→ TASK REQUIREMENTS
From the first line to the last, print the data exactly.

------------------------------------------------

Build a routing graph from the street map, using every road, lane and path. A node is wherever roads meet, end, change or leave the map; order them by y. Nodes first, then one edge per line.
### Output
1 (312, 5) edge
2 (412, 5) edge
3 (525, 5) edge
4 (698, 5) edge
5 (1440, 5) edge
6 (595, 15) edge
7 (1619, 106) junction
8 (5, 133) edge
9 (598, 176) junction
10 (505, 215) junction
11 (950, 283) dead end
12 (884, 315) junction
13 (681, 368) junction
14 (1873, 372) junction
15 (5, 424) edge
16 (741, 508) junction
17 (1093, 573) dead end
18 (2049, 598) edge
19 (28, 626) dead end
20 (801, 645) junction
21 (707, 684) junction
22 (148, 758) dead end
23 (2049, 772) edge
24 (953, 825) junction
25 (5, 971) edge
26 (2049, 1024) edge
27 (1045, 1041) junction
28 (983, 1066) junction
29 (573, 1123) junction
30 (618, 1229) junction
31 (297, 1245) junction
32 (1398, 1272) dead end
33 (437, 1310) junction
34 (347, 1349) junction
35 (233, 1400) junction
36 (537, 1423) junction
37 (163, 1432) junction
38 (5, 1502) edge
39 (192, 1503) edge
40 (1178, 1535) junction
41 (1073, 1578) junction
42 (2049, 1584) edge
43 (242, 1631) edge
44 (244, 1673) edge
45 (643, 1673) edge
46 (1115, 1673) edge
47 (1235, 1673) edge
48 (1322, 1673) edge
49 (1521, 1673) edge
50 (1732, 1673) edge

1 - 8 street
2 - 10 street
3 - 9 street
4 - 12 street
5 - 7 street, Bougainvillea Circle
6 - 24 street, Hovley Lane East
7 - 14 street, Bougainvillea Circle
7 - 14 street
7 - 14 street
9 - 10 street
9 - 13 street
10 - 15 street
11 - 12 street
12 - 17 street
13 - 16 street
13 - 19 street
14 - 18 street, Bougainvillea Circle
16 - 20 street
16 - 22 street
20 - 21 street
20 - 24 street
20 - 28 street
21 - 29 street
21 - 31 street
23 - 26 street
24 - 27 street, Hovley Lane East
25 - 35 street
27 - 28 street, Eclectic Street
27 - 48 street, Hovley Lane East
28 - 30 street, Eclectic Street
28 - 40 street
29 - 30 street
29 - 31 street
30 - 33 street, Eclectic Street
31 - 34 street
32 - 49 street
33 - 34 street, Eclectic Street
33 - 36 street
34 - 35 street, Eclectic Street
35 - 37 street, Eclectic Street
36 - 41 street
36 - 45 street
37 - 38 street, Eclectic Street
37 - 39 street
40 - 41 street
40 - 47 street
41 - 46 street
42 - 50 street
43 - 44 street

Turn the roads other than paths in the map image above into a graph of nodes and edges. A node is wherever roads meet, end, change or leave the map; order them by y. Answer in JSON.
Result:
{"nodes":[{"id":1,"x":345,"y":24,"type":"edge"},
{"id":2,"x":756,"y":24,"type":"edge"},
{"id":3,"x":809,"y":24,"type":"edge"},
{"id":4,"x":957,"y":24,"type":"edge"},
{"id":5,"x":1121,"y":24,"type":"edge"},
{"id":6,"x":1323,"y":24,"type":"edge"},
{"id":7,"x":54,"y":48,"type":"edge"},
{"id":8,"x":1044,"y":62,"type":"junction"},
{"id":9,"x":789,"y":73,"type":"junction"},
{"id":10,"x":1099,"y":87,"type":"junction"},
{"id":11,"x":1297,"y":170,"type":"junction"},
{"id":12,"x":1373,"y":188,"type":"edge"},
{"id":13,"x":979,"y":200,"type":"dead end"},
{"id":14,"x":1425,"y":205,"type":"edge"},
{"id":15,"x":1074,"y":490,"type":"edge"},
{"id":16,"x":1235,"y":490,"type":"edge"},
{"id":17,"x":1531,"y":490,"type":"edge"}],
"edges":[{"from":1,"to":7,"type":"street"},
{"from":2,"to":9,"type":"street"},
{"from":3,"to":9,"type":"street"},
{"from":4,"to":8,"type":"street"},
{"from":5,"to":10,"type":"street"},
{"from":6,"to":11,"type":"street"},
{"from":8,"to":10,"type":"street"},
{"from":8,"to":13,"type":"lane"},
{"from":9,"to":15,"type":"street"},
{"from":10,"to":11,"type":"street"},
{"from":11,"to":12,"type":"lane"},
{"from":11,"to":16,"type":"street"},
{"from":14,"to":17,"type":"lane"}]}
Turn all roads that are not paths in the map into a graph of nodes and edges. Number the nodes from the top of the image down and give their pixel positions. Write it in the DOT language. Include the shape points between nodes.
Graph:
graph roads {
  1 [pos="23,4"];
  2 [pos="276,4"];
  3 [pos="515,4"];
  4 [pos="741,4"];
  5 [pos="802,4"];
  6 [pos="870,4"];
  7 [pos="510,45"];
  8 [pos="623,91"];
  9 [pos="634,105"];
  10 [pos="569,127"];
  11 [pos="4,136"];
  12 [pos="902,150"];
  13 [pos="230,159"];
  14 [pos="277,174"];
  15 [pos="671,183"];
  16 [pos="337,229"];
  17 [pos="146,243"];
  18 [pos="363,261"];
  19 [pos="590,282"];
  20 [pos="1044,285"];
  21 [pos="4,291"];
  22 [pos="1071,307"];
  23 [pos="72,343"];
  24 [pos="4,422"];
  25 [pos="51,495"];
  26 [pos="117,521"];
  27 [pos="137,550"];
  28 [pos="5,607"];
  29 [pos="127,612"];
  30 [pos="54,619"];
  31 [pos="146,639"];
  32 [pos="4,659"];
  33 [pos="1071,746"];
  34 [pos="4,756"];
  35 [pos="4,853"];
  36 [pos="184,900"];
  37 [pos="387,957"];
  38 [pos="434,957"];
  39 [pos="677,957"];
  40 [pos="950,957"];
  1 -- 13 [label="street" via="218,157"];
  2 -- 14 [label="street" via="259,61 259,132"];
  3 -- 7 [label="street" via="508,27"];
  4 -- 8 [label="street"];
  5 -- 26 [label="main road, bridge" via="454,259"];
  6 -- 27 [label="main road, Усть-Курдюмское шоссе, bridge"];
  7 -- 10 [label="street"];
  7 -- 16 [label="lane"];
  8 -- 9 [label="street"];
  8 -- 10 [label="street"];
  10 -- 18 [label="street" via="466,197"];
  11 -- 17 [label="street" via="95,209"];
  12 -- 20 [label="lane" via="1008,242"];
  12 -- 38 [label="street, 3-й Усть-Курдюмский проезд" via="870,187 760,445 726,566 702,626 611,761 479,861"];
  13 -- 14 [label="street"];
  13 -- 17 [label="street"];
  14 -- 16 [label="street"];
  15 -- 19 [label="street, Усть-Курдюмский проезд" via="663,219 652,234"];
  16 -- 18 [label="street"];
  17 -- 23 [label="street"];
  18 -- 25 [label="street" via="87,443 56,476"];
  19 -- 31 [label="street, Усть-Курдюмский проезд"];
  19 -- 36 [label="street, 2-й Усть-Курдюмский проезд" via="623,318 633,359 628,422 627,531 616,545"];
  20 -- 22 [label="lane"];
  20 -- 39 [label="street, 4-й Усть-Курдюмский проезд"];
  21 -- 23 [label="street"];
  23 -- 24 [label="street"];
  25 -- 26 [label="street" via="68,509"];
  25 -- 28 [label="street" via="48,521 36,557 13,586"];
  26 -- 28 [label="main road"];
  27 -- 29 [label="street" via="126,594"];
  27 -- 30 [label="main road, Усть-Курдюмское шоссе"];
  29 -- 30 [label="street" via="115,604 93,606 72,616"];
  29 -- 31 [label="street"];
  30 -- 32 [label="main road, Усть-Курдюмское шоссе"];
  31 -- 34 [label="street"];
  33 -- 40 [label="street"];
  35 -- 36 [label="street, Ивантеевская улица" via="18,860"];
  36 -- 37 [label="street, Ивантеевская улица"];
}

------------------------------------------------

→ SOLUTION TO THIS TASK
Build a routing graph from the street map, using every road, lane and path. A node is wherever roads meet, end, change or leave the map; order them by y. Nodes first, then one edge per line.
### Output
1 (312, 5) edge
2 (412, 5) edge
3 (525, 5) edge
4 (698, 5) edge
5 (1440, 5) edge
6 (595, 15) edge
7 (1619, 106) junction
8 (5, 133) edge
9 (598, 176) junction
10 (505, 215) junction
11 (950, 283) dead end
12 (884, 315) junction
13 (681, 368) junction
14 (1873, 372) junction
15 (5, 424) edge
16 (741, 508) junction
17 (1093, 573) dead end
18 (2049, 598) edge
19 (28, 626) dead end
20 (801, 645) junction
21 (707, 684) junction
22 (148, 758) dead end
23 (2049, 772) edge
24 (953, 825) junction
25 (5, 971) edge
26 (2049, 1024) edge
27 (1045, 1041) junction
28 (983, 1066) junction
29 (573, 1123) junction
30 (618, 1229) junction
31 (297, 1245) junction
32 (1398, 1272) dead end
33 (437, 1310) junction
34 (347, 1349) junction
35 (233, 1400) junction
36 (537, 1423) junction
37 (163, 1432) junction
38 (5, 1502) edge
39 (192, 1503) edge
40 (1178, 1535) junction
41 (1073, 1578) junction
42 (2049, 1584) edge
43 (242, 1631) edge
44 (244, 1673) edge
45 (643, 1673) edge
46 (1115, 1673) edge
47 (1235, 1673) edge
48 (1322, 1673) edge
49 (1521, 1673) edge
50 (1732, 1673) edge

1 - 8 street
2 - 10 street
3 - 9 street
4 - 12 street
5 - 7 street, Bougainvillea Circle
6 - 24 street, Hovley Lane East
7 - 14 street, Bougainvillea Circle
7 - 14 street
7 - 14 street
9 - 10 street
9 - 13 street
10 - 15 street
11 - 12 street
12 - 17 street
13 - 16 street
13 - 19 street
14 - 18 street, Bougainvillea Circle
16 - 20 street
16 - 22 street
20 - 21 street
20 - 24 street
20 - 28 street
21 - 29 street
21 - 31 street
23 - 26 street
24 - 27 street, Hovley Lane East
25 - 35 street
27 - 28 street, Eclectic Street
27 - 48 street, Hovley Lane East
28 - 30 street, Eclectic Street
28 - 40 street
29 - 30 street
29 - 31 street
30 - 33 street, Eclectic Street
31 - 34 street
32 - 49 street
33 - 34 street, Eclectic Street
33 - 36 street
34 - 35 street, Eclectic Street
35 - 37 street, Eclectic Street
36 - 41 street
36 - 45 street
37 - 38 street, Eclectic Street
37 - 39 street
40 - 41 street
40 - 47 street
41 - 46 street
42 - 50 street
43 - 44 street

Turn the roads other than paths in the map image above into a graph of nodes and edges. A node is wherever roads meet, end, change or leave the map; order them by y. Answer in JSON.
Result:
{"nodes":[{"id":1,"x":345,"y":24,"type":"edge"},
{"id":2,"x":756,"y":24,"type":"edge"},
{"id":3,"x":809,"y":24,"type":"edge"},
{"id":4,"x":957,"y":24,"type":"edge"},
{"id":5,"x":1121,"y":24,"type":"edge"},
{"id":6,"x":1323,"y":24,"type":"edge"},
{"id":7,"x":54,"y":48,"type":"edge"},
{"id":8,"x":1044,"y":62,"type":"junction"},
{"id":9,"x":789,"y":73,"type":"junction"},
{"id":10,"x":1099,"y":87,"type":"junction"},
{"id":11,"x":1297,"y":170,"type":"junction"},
{"id":12,"x":1373,"y":188,"type":"edge"},
{"id":13,"x":979,"y":200,"type":"dead end"},
{"id":14,"x":1425,"y":205,"type":"edge"},
{"id":15,"x":1074,"y":490,"type":"edge"},
{"id":16,"x":1235,"y":490,"type":"edge"},
{"id":17,"x":1531,"y":490,"type":"edge"}],
"edges":[{"from":1,"to":7,"type":"street"},
{"from":2,"to":9,"type":"street"},
{"from":3,"to":9,"type":"street"},
{"from":4,"to":8,"type":"street"},
{"from":5,"to":10,"type":"street"},
{"from":6,"to":11,"type":"street"},
{"from":8,"to":10,"type":"street"},
{"from":8,"to":13,"type":"lane"},
{"from":9,"to":15,"type":"street"},
{"from":10,"to":11,"type":"street"},
{"from":11,"to":12,"type":"lane"},
{"from":11,"to":16,"type":"street"},
{"from":14,"to":17,"type":"lane"}]}
Turn all roads that are not paths in the map into a graph of nodes and edges. Number the nodes from the top of the image down and give their pixel positions. Write it in the DOT language. Include the shape points between nodes.
Graph:
graph roads {
  1 [pos="23,4"];
  2 [pos="276,4"];
  3 [pos="515,4"];
  4 [pos="741,4"];
  5 [pos="802,4"];
  6 [pos="870,4"];
  7 [pos="510,45"];
  8 [pos="623,91"];
  9 [pos="634,105"];
  10 [pos="569,127"];
  11 [pos="4,136"];
  12 [pos="902,150"];
  13 [pos="230,159"];
  14 [pos="277,174"];
  15 [pos="671,183"];
  16 [pos="337,229"];
  17 [pos="146,243"];
  18 [pos="363,261"];
  19 [pos="590,282"];
  20 [pos="1044,285"];
  21 [pos="4,291"];
  22 [pos="1071,307"];
  23 [pos="72,343"];
  24 [pos="4,422"];
  25 [pos="51,495"];
  26 [pos="117,521"];
  27 [pos="137,550"];
  28 [pos="5,607"];
  29 [pos="127,612"];
  30 [pos="54,619"];
  31 [pos="146,639"];
  32 [pos="4,659"];
  33 [pos="1071,746"];
  34 [pos="4,756"];
  35 [pos="4,853"];
  36 [pos="184,900"];
  37 [pos="387,957"];
  38 [pos="434,957"];
  39 [pos="677,957"];
  40 [pos="950,957"];
  1 -- 13 [label="street" via="218,157"];
  2 -- 14 [label="street" via="259,61 259,132"];
  3 -- 7 [label="street" via="508,27"];
  4 -- 8 [label="street"];
  5 -- 26 [label="main road, bridge" via="454,259"];
  6 -- 27 [label="main road, Усть-Курдюмское шоссе, bridge"];
  7 -- 10 [label="street"];
  7 -- 16 [label="lane"];
  8 -- 9 [label="street"];
  8 -- 10 [label="street"];
  10 -- 18 [label="street" via="466,197"];
  11 -- 17 [label="street" via="95,209"];
  12 -- 20 [label="lane" via="1008,242"];
  12 -- 38 [label="street, 3-й Усть-Курдюмский проезд" via="870,187 760,445 726,566 702,626 611,761 479,861"];
  13 -- 14 [label="street"];
  13 -- 17 [label="street"];
  14 -- 16 [label="street"];
  15 -- 19 [label="street, Усть-Курдюмский проезд" via="663,219 652,234"];
  16 -- 18 [label="street"];
  17 -- 23 [label="street"];
  18 -- 25 [label="street" via="87,443 56,476"];
  19 -- 31 [label="street, Усть-Курдюмский проезд"];
  19 -- 36 [label="street, 2-й Усть-Курдюмский проезд" via="623,318 633,359 628,422 627,531 616,545"];
  20 -- 22 [label="lane"];
  20 -- 39 [label="street, 4-й Усть-Курдюмский проезд"];
  21 -- 23 [label="street"];
  23 -- 24 [label="street"];
  25 -- 26 [label="street" via="68,509"];
  25 -- 28 [label="street" via="48,521 36,557 13,586"];
  26 -- 28 [label="main road"];
  27 -- 29 [label="street" via="126,594"];
  27 -- 30 [label="main road, Усть-Курдюмское шоссе"];
  29 -- 30 [label="street" via="115,604 93,606 72,616"];
  29 -- 31 [label="street"];
  30 -- 32 [label="main road, Усть-Курдюмское шоссе"];
  31 -- 34 [label="street"];
  33 -- 40 [label="street"];
  35 -- 36 [label="street, Ивантеевская улица" via="18,860"];
  36 -- 37 [label="street, Ивантеевская улица"];
}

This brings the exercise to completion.